What is surprising, when the images circulate, is that the borders between past, present and tomorrow are permeable. In Robin Champenois' game, the omnipresent images furnish the nostalgia of an astonishing return, the reunion of a person with a recently disappeared civilization. When the narrator begins, in Anim Jeon's video, it is also an imaginary world, both past and future, that is sketched out, and which takes shape in our present. The precision of this world is all the more clear, as the videos that accompany the story of the magician Chung Ling Soo are each time more offset from the story told. Faced with the flood of unpleasant images - these entrails that we are made to visit, then this artificial world in which a breathless race is engaged -, one quickly disconnects to concentrate on the story; on this soft voice, touching even if one hardly understands it; on the surprising texts which translate it. A visual flow sometimes favors the paradoxical contemplation, the plunge into the present existence. In spite of the noise, the ghost of old Chung Ling Soo can get up, play his number one last time, die again of his lost ball, run out of breath in a futuristic city and still surprise the last spectators that we are.
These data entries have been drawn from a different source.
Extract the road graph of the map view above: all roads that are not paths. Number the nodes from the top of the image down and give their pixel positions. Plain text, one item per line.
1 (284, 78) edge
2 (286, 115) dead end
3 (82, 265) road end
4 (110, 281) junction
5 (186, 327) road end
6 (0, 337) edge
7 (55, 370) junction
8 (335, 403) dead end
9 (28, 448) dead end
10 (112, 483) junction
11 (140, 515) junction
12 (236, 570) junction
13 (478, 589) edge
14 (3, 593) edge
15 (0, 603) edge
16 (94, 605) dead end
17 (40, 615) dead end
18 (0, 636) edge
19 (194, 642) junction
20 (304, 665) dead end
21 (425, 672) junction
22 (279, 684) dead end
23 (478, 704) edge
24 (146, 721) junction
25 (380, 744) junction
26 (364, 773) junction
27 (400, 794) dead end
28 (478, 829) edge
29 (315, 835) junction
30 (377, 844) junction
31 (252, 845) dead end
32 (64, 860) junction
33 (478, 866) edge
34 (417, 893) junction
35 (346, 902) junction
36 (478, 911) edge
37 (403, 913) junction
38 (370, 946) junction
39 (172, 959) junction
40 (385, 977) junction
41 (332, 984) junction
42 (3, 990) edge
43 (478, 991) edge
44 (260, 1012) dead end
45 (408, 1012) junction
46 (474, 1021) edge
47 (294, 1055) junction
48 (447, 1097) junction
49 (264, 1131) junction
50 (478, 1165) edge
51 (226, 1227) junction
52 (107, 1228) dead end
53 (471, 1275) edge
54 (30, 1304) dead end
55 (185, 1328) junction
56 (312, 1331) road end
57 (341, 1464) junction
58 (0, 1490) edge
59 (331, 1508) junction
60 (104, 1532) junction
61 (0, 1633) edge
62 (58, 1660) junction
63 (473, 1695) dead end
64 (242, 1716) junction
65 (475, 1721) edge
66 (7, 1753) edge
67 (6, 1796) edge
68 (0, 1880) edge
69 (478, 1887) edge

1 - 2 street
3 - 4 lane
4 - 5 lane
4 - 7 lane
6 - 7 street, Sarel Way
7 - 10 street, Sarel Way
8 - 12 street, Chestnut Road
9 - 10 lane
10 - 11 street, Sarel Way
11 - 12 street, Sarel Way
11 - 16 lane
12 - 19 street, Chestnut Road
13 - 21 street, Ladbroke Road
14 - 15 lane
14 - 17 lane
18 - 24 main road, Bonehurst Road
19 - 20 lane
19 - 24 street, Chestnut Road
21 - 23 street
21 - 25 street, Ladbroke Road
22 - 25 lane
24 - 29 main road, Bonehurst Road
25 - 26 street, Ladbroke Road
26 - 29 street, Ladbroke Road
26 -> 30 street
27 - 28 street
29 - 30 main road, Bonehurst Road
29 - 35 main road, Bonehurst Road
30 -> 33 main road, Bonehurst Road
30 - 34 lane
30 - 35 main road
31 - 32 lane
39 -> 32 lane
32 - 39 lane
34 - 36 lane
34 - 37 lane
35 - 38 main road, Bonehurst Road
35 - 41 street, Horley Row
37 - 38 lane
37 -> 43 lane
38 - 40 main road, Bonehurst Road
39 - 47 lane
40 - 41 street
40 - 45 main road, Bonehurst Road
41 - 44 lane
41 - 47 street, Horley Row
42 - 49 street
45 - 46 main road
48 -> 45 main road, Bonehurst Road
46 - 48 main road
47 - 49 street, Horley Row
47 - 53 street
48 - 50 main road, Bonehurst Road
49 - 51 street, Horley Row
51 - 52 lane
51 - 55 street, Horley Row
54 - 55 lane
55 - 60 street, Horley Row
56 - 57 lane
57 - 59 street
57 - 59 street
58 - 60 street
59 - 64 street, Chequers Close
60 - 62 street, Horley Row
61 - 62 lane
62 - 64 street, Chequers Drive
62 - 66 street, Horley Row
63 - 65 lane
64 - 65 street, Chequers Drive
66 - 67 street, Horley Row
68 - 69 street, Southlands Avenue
In the Visual Contagions project, we are finally working on ghosts of ghosts, on their world and their reproduction, on their survival through time and space. The images of the past already carried the spectres of other times. These ghosts have travelled through time to us, and have also become our ghosts. Some images speak to us, promise and forbid. Others appear, fascinate in a flash, to disappear as quickly in the nothingness of this big corpus - everything was too fast, we could not keep the image or note where it appeared or keep this group of illustrations . Other images will haunt us all the more as we have difficulty in explaining their circulation and their functioning. The visual contagions have not finished operating for a long time.